Local officials and housing advocates worry about what the damaged housing stock will mean for people with low wages or fixed incomes. In interviews, some people said staying in water-ravaged homes is their only option.
The Aftermath of Hurricane Ian
“Cities will rebuild,” said Edward Murray, a housing expert and associate director of the Metropolitan Center at Florida International University. “But what about poor communities? But what about individuals?”
When the storm barreled through the state last week, it left a wide path of destruction that ran from Key West to the coastal cities of Naples and Fort Myers in the southwest, and through inland farming communities to the suburbs of Orlando. It was indiscriminate in its march, leaving some places untouched and others unrecognizable, and it struck particularly vulnerable pockets that were no match for the storm’s power.
It ravaged mobile and trailer homes; it submerged the first floors of houses and peeled the roofs off apartment buildings. The hurricane devastated and displaced many workers and families already living check to check — and often unseen in the shadows of coastal Florida’s luxury living.

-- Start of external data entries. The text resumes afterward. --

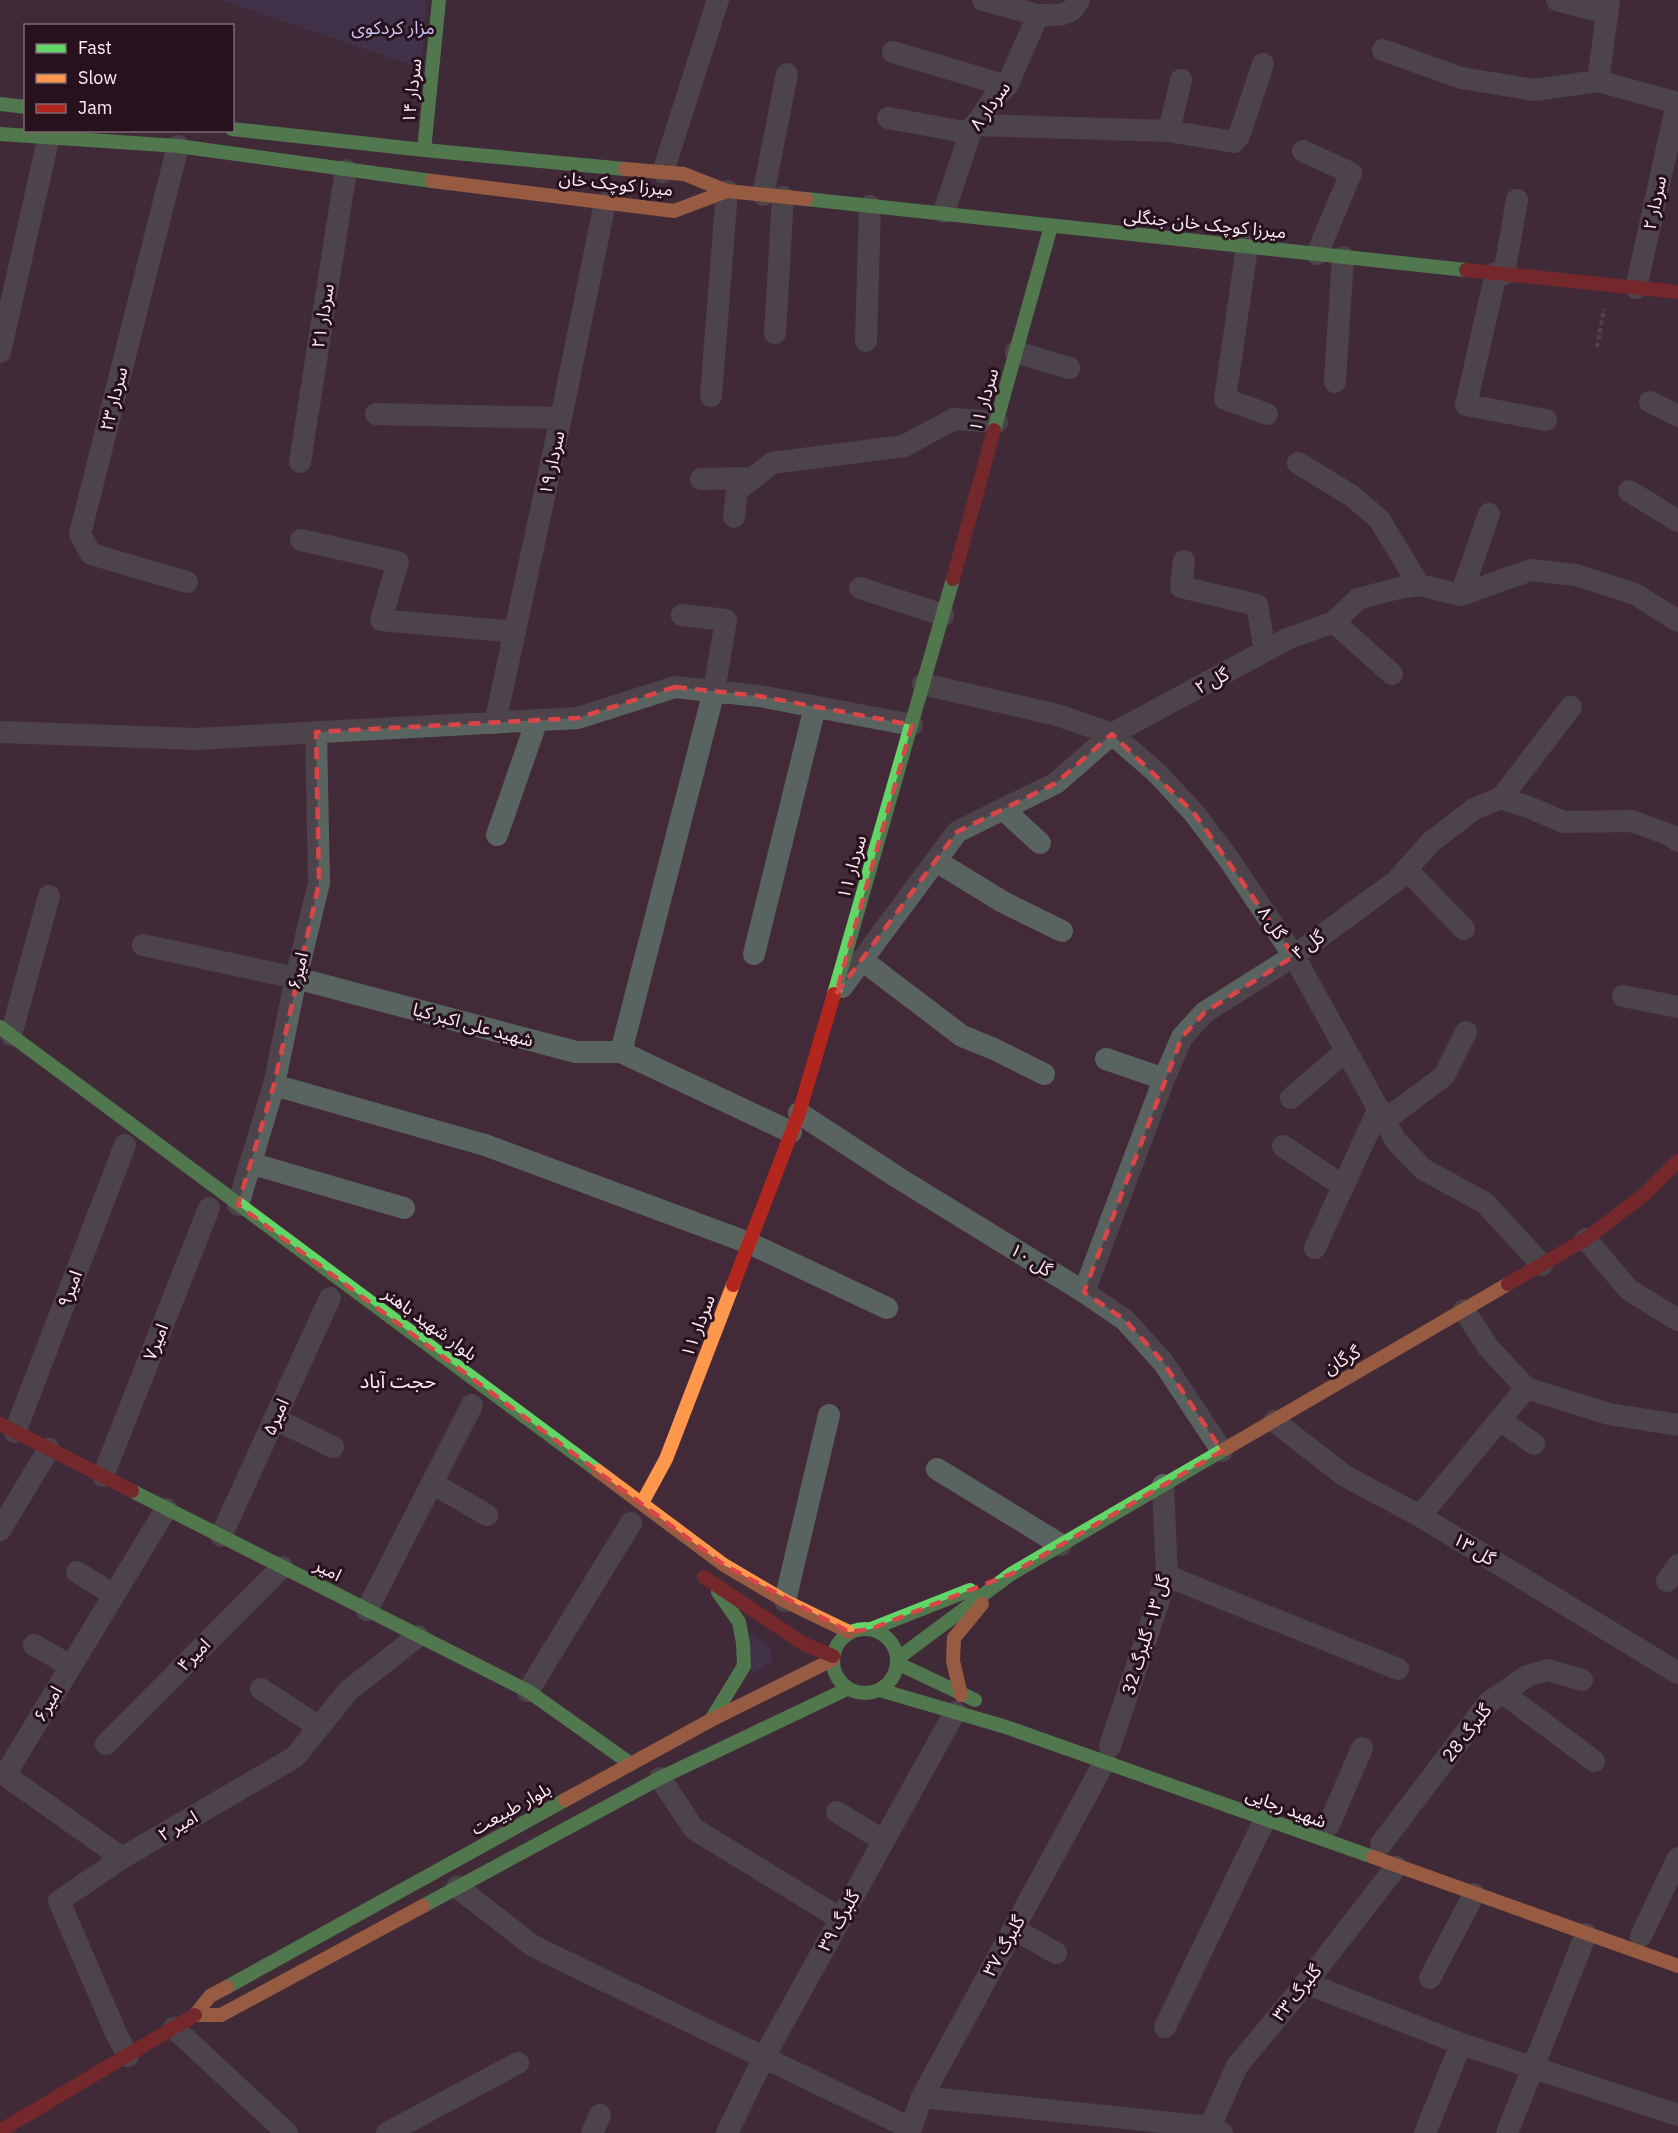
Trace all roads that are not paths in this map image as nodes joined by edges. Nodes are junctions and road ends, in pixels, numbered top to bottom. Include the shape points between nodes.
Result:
1 (439, 0) edge
2 (718, 0) edge
3 (983, 0) edge
4 (1079, 0) edge
5 (1557, 0) edge
6 (1608, 7) edge
7 (1038, 15) junction
8 (1383, 50) dead end
9 (892, 51) dead end
10 (1263, 64) dead end
11 (787, 74) dead end
12 (1181, 80) dead end
13 (1598, 81) junction
14 (1007, 86) junction
15 (0, 104) edge
16 (24, 107) edge
17 (888, 118) dead end
18 (234, 129) edge
19 (972, 129) junction
20 (1169, 131) junction
21 (0, 134) edge
22 (49, 136) junction
23 (178, 146) junction
24 (424, 150) junction
25 (1303, 151) dead end
26 (346, 170) junction
27 (663, 172) junction
28 (514, 175) junction
29 (727, 191) junction
30 (773, 196) junction
31 (1517, 200) dead end
32 (605, 202) junction
33 (870, 206) junction
34 (944, 212) junction
35 (1052, 226) junction
36 (1247, 247) junction
37 (1317, 254) junction
38 (1343, 257) junction
39 (1500, 273) junction
40 (1636, 288) junction
41 (1678, 292) edge
42 (775, 333) dead end
43 (866, 341) dead end
44 (0, 352) edge
45 (1016, 352) junction
46 (1069, 368) dead end
47 (1335, 382) dead end
48 (711, 396) dead end
49 (1650, 402) dead end
50 (376, 414) dead end
51 (1267, 414) dead end
52 (1678, 416) edge
53 (561, 418) junction
54 (1546, 420) dead end
55 (997, 422) junction
56 (300, 462) dead end
57 (1298, 463) dead end
58 (753, 478) junction
59 (701, 479) dead end
60 (1629, 491) dead end
61 (1489, 514) dead end
62 (734, 517) dead end
63 (1678, 521) edge
64 (301, 540) dead end
65 (1184, 561) dead end
66 (187, 582) dead end
67 (1419, 585) junction
68 (860, 588) dead end
69 (1461, 595) junction
70 (682, 615) dead end
71 (943, 615) junction
72 (1678, 621) edge
73 (1334, 622) junction
74 (515, 632) junction
75 (1265, 651) junction
76 (1392, 674) dead end
77 (923, 684) junction
78 (714, 691) junction
79 (815, 707) junction
80 (1571, 707) dead end
81 (537, 720) junction
82 (495, 723) junction
83 (912, 725) junction
84 (0, 732) edge
85 (316, 732) junction
86 (1112, 734) junction
87 (1501, 798) junction
88 (1004, 810) junction
89 (1675, 833) edge
90 (497, 835) dead end
91 (1040, 843) dead end
92 (936, 861) junction
93 (1407, 870) junction
94 (49, 896) dead end
95 (1464, 928) dead end
96 (1062, 931) dead end
97 (143, 945) dead end
98 (754, 954) dead end
99 (1294, 956) junction
100 (862, 960) junction
101 (296, 978) junction
102 (1623, 996) dead end
103 (832, 1000) junction
104 (1678, 1007) edge
105 (5, 1031) edge
106 (1466, 1032) dead end
107 (1346, 1051) junction
108 (621, 1052) junction
109 (1106, 1059) dead end
110 (1044, 1074) dead end
111 (1164, 1079) junction
112 (274, 1085) junction
113 (1291, 1098) dead end
114 (1382, 1114) junction
115 (795, 1123) junction
116 (126, 1146) dead end
117 (1283, 1146) dead end
118 (1678, 1161) edge
119 (250, 1163) junction
120 (1343, 1186) junction
121 (217, 1208) junction
122 (404, 1208) dead end
123 (1586, 1239) junction
124 (749, 1243) junction
125 (1315, 1248) dead end
126 (1542, 1265) junction
127 (1084, 1292) junction
128 (330, 1298) dead end
129 (887, 1308) dead end
130 (1464, 1310) junction
131 (1678, 1320) edge
132 (1526, 1388) junction
133 (472, 1405) dead end
134 (830, 1414) dead end
135 (275, 1419) junction
136 (1274, 1420) junction
137 (1500, 1420) junction
138 (1678, 1425) edge
139 (8, 1428) edge
140 (1534, 1444) dead end
141 (333, 1447) dead end
142 (49, 1449) junction
143 (1222, 1451) junction
144 (937, 1469) dead end
145 (103, 1476) junction
146 (432, 1483) junction
147 (1163, 1485) junction
148 (166, 1509) junction
149 (487, 1515) dead end
150 (1420, 1516) junction
151 (634, 1518) junction
152 (0, 1530) edge
153 (222, 1536) junction
154 (1061, 1545) junction
155 (282, 1567) junction
156 (694, 1569) dead end
157 (77, 1572) dead end
158 (1011, 1574) junction
159 (1167, 1576) junction
160 (712, 1583) junction
161 (114, 1595) junction
162 (785, 1601) junction
163 (367, 1610) junction
164 (872, 1629) junction
165 (849, 1632) junction
166 (418, 1636) junction
167 (34, 1645) dead end
168 (832, 1658) junction
169 (897, 1661) junction
170 (71, 1666) junction
171 (1398, 1669) dead end
172 (1678, 1673) edge
173 (1582, 1680) dead end
174 (261, 1689) dead end
175 (847, 1689) junction
176 (880, 1690) junction
177 (528, 1691) junction
178 (1503, 1693) junction
179 (958, 1703) junction
180 (993, 1706) dead end
181 (711, 1720) junction
182 (319, 1727) junction
183 (106, 1744) dead end
184 (1362, 1748) dead end
185 (1109, 1750) junction
186 (1594, 1761) dead end
187 (631, 1764) junction
188 (660, 1778) junction
189 (837, 1812) dead end
190 (1264, 1819) junction
191 (1329, 1825) dead end
192 (884, 1841) junction
193 (1385, 1849) junction
194 (122, 1858) junction
195 (1678, 1858) edge
196 (457, 1887) junction
197 (1474, 1894) junction
198 (841, 1919) junction
199 (1014, 1929) junction
200 (1586, 1934) junction
201 (1641, 1935) dead end
202 (1056, 1953) dead end
203 (1678, 1966) edge
204 (1430, 1978) dead end
205 (1306, 1983) junction
206 (195, 2015) junction
207 (1165, 2027) dead end
208 (174, 2028) junction
209 (1461, 2044) junction
210 (128, 2056) junction
211 (764, 2057) junction
212 (518, 2063) dead end
213 (1534, 2067) junction
214 (922, 2097) junction
215 (1678, 2115) edge
216 (1216, 2130) edge
217 (0, 2131) edge
218 (909, 2131) edge
219 (287, 2133) edge
220 (387, 2133) edge
221 (728, 2133) edge
222 (1425, 2133) edge
223 (1507, 2133) edge

1 - 24 main road, سردار ۱۴
2 - 27 street
3 - 7 street
4 - 7 street via 1073,11 1065,15
5 - 6 street
6 - 13 street
7 - 14 street, سردار ۸
8 - 13 street via 1461,78 1534,90
9 - 14 street
10 - 20 street via 1234,142
11 - 30 street
12 - 20 street
13 - 40 street, سردار ۲ via 1677,103
14 - 19 street, سردار ۸
15 - 16 main road
17 - 19 street
18 - 24 main road, میرزا کوچک خان
19 - 20 street
19 - 34 street, سردار ۸
21 - 22 main road, میرزا کوچک خان
22 - 23 main road, میرزا کوچک خان
22 - 44 street
23 - 26 main road, میرزا کوچک خان
23 - 66 street, سردار ۲۳ via 80,534 91,554
24 - 28 main road, میرزا کوچک خان
25 - 37 street via 1351,173
26 - 28 main road, میرزا کوچک خان
26 - 56 street, سردار ۲۱
27 - 28 main road, میرزا کوچک خان
27 - 29 main road, میرزا کوچک خان via 684,174
28 - 32 main road, میرزا کوچک خان
29 - 30 main road, میرزا کوچک خان جنگلی
29 - 32 main road, میرزا کوچک خان via 674,211
29 - 48 street
30 - 33 main road, میرزا کوچک خان جنگلی
30 - 42 street
31 - 39 street
32 - 53 street, سردار ۱۹
33 - 34 main road, میرزا کوچک خان جنگلی
33 - 43 street
34 - 35 main road, میرزا کوچک خان جنگلی
35 - 36 main road, میرزا کوچک خان جنگلی
35 - 45 main road, سردار ۱۱
36 - 37 main road, میرزا کوچک خان جنگلی
36 - 51 street via 1225,399
37 - 38 main road, میرزا کوچک خان جنگلی
38 - 39 main road, میرزا کوچک خان جنگلی
38 - 47 street
39 - 40 main road, میرزا کوچک خان جنگلی
39 - 54 street via 1466,405
40 - 41 main road, میرزا کوچک خان جنگلی
45 - 46 street
45 - 55 main road, سردار ۱۱
49 - 52 street
50 - 53 street
53 - 74 street, سردار ۱۹
55 - 58 street via 954,419 904,446 772,463
55 - 71 main road, سردار ۱۱
57 - 67 street via 1352,496 1379,519
58 - 59 street
58 - 62 street via 737,491
60 - 63 street
61 - 69 street
64 - 74 street via 398,562 381,620
65 - 75 street via 1181,587 1257,605
67 - 69 street, گل ۲
67 - 73 street, گل ۲ via 1358,599
68 - 71 street
69 - 72 street via 1531,570 1576,575 1635,594
70 - 78 street via 726,620
71 - 77 main road, سردار ۱۱
73 - 75 street, گل ۲
73 - 76 street
74 - 82 street, سردار ۱۹
75 - 86 street, گل ۲
77 - 83 main road, سردار ۱۱
77 - 86 street, گل ۸ via 1057,715
78 - 79 street
78 - 81 street via 675,687 578,718
78 - 108 street
79 - 83 street
79 - 98 street
80 - 87 street
81 - 82 street
81 - 90 street
82 - 85 street
83 - 103 main road, سردار ۱۱
84 - 85 street via 197,739
85 - 101 street, امیر۶ via 319,883
86 - 88 street, گل ۲ via 1056,783
86 - 99 street, گل ۸ via 1156,772 1194,813
87 - 89 street via 1564,822 1632,820
87 - 93 street, گل ۴ via 1474,809 1431,843
88 - 91 street
88 - 92 street, گل ۲ via 957,832
92 - 96 street via 1003,902
92 - 100 street, گل ۲
93 - 95 street
93 - 99 street, گل ۴
94 - 105 street
97 - 101 street, شهید علی اکبر کیا
99 - 107 street, گل ۸
99 - 111 street, گل ۴ via 1205,1012 1182,1037
100 - 103 street, گل ۲
100 - 110 street via 962,1036
101 - 108 street, شهید علی اکبر کیا via 576,1052
101 - 112 street, امیر۶
102 - 104 street
103 - 115 main road, سردار ۱۱
105 - 121 main road, بلوار شهید باهنر
106 - 114 street via 1444,1076
107 - 113 street
107 - 114 street, گل ۸
108 - 115 street, شهید علی اکبر کیا
109 - 111 street
111 - 127 street, گل ۴
112 - 119 street, امیر۶
112 - 124 street via 484,1144
114 - 120 street
114 - 126 street, گل ۸ via 1396,1140 1423,1168 1485,1203
115 - 124 main road, سردار ۱۱
115 - 127 street, گل ۱۰ via 900,1179
116 - 139 street, امیر۹
117 - 120 street
118 - 123 main road, گرگان via 1645,1194
119 - 121 street, امیر۶
119 - 122 street
120 - 125 street
121 - 145 street, امیر۷
121 - 151 main road, بلوار شهید باهنر
123 - 126 main road, گرگان
123 - 131 street via 1629,1290
124 - 129 street
124 - 151 main road, سردار ۱۱ via 666,1459
126 - 130 main road, گرگان
127 - 143 street, گل ۱۰ via 1125,1320 1162,1362
128 - 135 street, امیر۵
130 - 132 street via 1488,1347
130 - 136 main road, گرگان
132 - 137 street
132 - 138 street via 1609,1414
133 - 146 street
134 - 162 street
135 - 141 street
135 - 153 street, امیر۵
136 - 143 main road, گرگان
136 - 150 street, گل ۱۳ via 1345,1476
137 - 140 street
137 - 150 street
139 - 142 main road, امیر
142 - 145 main road, امیر
142 - 152 street
143 - 147 main road, گرگان
144 - 154 street
145 - 148 main road, امیر
146 - 149 street
146 - 163 street
147 - 154 main road, گرگان
147 - 159 street, گل ۱۳- گلبرگ 32
148 - 153 main road, امیر
148 - 161 street, امیر۶
150 - 172 street, گل ۱۳
151 - 162 main road, بلوار شهید باهنر
151 - 177 street
153 - 155 main road, امیر
154 - 158 main road, گرگان
155 - 163 main road, امیر
155 - 183 street, امیر۴
156 - 160 main road
157 - 161 street
158 - 164 main road
158 - 169 main road
158 - 179 main road via 954,1638
159 - 171 street
159 - 185 street, گل ۱۳- گلبرگ 32
160 - 168 main road
160 - 181 main road via 739,1622 744,1666
161 - 170 street, امیر۶
162 - 165 main road, بلوار شهید باهنر
163 - 166 main road, امیر
164 - 165 main road
164 - 169 main road via 890,1641
165 - 168 main road via 840,1640
166 - 177 main road, امیر
166 - 182 street, امیر ۲ via 348,1691
167 - 170 street
168 - 175 main road via 834,1672
168 - 181 main road, بلوار طبیعت
169 - 176 main road via 895,1674
169 - 179 main road, شهید رجایی
170 - 194 street, امیر۶ via 4,1776
173 - 178 street, گلبرگ 28 via 1548,1670 1527,1676
174 - 182 street
175 - 176 main road via 858,1694
175 - 188 main road
176 - 179 main road, شهید رجایی
177 - 187 main road, امیر
178 - 186 street
178 - 193 street, گلبرگ 28 via 1489,1702
179 - 180 main road, شهید رجایی
179 - 185 main road, شهید رجایی
179 - 192 street, گلبرگ ۳۹
181 - 187 main road, بلوار طبیعت
182 - 194 street, امیر ۲ via 295,1757
184 - 191 street
185 - 190 main road, شهید رجایی
185 - 199 street, گلبرگ ۳۷
187 - 206 main road, بلوار طبیعت via 210,1996
188 - 196 main road
188 - 198 street via 694,1829
189 - 192 street
190 - 193 main road, شهید رجایی
190 - 207 street
192 - 198 street, گلبرگ ۳۹
193 - 197 main road, شهید رجایی
193 - 205 street, گلبرگ ۳۳
194 - 210 street, امیر ۲ via 59,1901
195 - 201 street
196 - 206 main road via 221,2015
196 - 211 street via 533,1946
197 - 200 main road, شهید رجایی
197 - 204 street
198 - 211 street, گلبرگ ۳۹
199 - 202 street
199 - 214 street, گلبرگ ۳۷
200 - 203 main road, شهید رجایی
200 - 213 street
205 - 209 street
205 - 216 street, گلبرگ ۳۳ via 1237,2066
206 - 208 main road
208 - 210 main road
208 - 219 street
209 - 213 street
209 - 222 street
210 - 217 main road
211 - 218 street
211 - 221 street, گلبرگ ۳۹
212 - 220 street
213 - 215 street
213 - 223 street
214 - 216 street
214 - 218 street, گلبرگ ۳۷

In Winter Springs, a city of strip malls and subdivisions in Seminole County, northeast of Orlando, Robert McLain, 67, a military veteran and retired construction worker, sat in the garage of his waterlogged rental home. With foot-high water marks in his home, there was no way he could move back in. Mr. McLain, who lives on social security and disability benefits, figured there were few options but to live in his car for a while. “I’m not running to go live in the Hilton, you know what I’m saying?” he said. “I’m totally screwed.”
Three hours’ drive southwest in Arcadia, an inland agricultural community in one of the state’s poorest counties, Joann Hampton, 50, stood on a raised pool deck, crying. The nearby Peace River had drenched much of her neighborhood. It submerged her backyard and house where water from the river continued to seep in, days after the storm passed.
“It’s all gone,” said Ms. Hampton, who had property insurance but, like many Floridians, not flood insurance. After moving from Fort Myers, Ms. Hampton bought her one-story ranch-style home for $44,000 in 1998. Her only income is a disability check and for now, she will live with a relative nearby. “We lost everything.”